PROBLEM TO SOLVE: Extract each line from the entries below that has the string "paths" in it.

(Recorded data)
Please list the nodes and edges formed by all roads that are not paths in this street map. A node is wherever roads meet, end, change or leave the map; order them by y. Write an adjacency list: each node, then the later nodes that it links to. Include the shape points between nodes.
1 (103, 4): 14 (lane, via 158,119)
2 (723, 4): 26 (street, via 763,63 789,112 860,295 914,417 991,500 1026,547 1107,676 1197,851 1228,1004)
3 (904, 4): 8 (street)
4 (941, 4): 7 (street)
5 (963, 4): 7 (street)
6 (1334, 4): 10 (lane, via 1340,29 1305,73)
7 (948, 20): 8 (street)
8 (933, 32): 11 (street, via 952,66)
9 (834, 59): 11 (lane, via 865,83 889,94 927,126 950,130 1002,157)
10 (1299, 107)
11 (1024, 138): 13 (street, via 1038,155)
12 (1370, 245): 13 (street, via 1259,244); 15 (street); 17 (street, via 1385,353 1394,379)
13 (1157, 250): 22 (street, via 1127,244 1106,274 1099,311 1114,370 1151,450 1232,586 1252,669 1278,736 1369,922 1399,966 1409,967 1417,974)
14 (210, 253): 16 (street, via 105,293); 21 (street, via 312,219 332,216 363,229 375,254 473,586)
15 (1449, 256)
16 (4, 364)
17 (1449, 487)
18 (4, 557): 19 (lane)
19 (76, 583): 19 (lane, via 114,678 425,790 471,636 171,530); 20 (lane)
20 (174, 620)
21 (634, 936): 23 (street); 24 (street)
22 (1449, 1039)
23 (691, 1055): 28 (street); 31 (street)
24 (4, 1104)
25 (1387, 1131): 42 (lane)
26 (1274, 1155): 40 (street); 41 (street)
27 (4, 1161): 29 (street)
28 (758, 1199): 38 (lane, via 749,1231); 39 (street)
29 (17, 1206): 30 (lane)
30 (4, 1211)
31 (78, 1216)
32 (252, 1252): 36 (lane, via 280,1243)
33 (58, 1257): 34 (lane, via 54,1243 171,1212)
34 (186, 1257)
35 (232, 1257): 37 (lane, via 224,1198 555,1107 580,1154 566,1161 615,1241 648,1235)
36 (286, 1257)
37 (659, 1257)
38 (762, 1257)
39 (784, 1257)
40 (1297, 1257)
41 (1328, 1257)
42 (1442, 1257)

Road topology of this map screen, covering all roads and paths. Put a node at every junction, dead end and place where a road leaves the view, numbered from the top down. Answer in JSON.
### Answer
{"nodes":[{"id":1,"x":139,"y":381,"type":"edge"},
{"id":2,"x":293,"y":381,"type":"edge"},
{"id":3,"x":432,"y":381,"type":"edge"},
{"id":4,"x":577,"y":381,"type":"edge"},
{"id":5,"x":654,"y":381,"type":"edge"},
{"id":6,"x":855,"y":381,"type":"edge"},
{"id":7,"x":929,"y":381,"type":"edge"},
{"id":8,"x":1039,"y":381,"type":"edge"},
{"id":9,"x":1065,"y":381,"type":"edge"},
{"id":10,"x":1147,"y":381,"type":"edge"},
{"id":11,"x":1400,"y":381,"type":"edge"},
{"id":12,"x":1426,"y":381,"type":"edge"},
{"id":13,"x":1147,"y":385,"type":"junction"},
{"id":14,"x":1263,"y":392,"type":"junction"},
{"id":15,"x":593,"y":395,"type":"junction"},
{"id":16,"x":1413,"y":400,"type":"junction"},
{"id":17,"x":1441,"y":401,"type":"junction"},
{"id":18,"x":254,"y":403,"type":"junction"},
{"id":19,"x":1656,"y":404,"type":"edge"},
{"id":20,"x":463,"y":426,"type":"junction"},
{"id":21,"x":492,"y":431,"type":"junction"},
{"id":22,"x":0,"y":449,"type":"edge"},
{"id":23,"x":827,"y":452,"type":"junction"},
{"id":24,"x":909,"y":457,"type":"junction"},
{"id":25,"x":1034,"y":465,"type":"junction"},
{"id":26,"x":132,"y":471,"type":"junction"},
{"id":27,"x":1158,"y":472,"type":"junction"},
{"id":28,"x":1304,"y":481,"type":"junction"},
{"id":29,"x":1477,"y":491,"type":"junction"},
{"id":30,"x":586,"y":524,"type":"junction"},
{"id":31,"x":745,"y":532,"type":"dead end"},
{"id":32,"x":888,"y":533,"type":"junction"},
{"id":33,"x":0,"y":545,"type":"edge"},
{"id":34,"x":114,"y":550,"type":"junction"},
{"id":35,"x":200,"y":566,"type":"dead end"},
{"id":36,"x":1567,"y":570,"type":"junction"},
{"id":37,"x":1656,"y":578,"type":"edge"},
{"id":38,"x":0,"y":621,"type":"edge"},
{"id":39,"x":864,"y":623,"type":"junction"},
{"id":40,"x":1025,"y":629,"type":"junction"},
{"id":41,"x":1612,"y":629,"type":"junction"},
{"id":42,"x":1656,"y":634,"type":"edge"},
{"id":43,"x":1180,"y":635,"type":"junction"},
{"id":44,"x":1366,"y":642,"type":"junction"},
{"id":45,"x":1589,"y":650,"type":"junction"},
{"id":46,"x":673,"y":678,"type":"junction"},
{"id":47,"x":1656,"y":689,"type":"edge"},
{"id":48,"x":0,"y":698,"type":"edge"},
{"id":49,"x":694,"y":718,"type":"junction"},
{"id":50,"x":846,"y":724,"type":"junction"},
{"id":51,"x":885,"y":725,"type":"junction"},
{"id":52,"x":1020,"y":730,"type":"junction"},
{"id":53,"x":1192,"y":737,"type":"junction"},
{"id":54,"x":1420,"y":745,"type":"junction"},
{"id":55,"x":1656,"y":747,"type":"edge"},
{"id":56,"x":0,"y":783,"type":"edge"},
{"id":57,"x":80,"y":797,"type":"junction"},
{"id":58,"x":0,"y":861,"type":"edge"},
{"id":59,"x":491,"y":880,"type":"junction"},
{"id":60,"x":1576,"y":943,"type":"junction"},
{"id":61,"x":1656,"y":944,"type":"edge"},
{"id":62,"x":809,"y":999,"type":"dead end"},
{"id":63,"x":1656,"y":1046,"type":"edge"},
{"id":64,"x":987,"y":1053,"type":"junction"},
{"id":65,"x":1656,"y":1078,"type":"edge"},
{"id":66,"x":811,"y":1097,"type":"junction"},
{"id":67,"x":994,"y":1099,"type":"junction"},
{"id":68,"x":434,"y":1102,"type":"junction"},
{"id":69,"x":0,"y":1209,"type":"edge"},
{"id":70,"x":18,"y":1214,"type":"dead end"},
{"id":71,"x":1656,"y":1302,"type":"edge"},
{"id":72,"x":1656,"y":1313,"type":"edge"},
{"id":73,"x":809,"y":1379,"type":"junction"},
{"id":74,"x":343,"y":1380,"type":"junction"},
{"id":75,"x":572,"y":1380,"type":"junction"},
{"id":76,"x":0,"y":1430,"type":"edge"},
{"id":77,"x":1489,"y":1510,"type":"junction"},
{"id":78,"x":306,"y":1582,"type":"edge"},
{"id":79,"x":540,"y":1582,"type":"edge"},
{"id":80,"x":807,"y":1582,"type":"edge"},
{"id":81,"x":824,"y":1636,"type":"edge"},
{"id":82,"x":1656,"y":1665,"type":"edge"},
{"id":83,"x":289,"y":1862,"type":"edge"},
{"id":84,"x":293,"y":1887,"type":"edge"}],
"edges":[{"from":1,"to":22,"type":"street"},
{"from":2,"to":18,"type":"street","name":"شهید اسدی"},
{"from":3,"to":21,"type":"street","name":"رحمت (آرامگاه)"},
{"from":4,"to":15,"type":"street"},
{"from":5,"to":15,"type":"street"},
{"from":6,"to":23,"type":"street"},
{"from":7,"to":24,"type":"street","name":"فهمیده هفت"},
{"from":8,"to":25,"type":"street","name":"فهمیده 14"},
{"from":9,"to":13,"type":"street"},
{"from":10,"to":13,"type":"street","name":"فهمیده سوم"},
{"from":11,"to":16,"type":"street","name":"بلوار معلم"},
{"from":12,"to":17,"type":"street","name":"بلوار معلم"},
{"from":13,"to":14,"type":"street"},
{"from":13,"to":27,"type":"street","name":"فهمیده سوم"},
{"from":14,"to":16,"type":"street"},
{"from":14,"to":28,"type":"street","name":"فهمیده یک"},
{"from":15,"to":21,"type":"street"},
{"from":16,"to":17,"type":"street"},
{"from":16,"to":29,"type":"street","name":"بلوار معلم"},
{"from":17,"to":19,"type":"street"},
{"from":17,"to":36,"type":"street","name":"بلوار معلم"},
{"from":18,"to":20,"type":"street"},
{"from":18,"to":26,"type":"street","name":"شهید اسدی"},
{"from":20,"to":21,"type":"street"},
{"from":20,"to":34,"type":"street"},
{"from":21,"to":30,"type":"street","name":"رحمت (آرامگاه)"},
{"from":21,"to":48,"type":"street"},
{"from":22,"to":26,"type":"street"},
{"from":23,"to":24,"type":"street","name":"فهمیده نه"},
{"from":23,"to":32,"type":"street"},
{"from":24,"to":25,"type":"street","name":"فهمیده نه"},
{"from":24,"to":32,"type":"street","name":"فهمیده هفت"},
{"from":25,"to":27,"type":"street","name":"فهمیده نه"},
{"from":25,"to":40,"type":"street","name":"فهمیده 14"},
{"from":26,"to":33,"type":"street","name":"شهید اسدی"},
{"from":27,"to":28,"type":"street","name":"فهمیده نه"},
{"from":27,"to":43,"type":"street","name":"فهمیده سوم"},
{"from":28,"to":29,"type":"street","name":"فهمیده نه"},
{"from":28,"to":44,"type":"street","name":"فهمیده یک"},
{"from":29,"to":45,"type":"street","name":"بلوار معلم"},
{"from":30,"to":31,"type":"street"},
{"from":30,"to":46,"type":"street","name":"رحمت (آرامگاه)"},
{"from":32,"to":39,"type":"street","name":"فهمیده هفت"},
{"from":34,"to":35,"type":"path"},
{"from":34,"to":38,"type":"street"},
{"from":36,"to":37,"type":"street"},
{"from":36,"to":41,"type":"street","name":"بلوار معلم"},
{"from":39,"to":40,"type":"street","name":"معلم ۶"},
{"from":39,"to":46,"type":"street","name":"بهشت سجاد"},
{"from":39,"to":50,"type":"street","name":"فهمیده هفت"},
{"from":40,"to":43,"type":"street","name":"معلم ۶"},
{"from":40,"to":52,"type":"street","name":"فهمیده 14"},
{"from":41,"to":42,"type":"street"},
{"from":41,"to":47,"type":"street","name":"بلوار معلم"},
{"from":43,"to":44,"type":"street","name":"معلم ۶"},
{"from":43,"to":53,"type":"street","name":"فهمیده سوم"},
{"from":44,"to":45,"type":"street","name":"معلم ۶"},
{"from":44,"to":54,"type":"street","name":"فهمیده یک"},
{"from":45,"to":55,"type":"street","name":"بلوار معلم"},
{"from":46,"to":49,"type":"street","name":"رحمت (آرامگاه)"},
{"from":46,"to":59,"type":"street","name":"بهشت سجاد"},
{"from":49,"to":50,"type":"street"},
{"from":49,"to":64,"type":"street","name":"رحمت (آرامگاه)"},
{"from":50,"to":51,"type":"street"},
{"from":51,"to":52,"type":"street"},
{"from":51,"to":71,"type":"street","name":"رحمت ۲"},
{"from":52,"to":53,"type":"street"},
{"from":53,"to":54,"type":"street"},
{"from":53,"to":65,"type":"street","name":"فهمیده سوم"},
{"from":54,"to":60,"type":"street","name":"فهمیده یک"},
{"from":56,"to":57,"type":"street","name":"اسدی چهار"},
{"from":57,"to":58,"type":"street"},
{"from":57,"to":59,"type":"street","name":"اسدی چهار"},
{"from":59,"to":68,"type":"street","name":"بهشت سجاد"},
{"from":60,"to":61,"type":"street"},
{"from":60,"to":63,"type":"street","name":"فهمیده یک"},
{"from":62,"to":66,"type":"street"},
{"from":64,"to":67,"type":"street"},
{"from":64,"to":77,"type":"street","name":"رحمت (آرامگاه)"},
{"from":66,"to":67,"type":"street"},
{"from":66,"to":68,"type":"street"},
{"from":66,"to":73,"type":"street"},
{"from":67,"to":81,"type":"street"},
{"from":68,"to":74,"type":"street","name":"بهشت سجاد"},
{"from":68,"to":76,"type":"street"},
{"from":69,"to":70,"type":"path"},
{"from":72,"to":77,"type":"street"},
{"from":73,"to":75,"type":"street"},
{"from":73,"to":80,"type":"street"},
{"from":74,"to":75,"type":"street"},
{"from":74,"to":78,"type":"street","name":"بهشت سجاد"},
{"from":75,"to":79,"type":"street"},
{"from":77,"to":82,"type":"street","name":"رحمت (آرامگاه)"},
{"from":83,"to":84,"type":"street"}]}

SOLUTION TO THIS EXERCISE:
Please list the nodes and edges formed by all roads that are not paths in this street map. A node is wherever roads meet, end, change or leave the map; order them by y. Write an adjacency list: each node, then the later nodes that it links to. Include the shape points between nodes.
Road topology of this map screen, covering all roads and paths. Put a node at every junction, dead end and place where a road leaves the view, numbered from the top down. Answer in JSON.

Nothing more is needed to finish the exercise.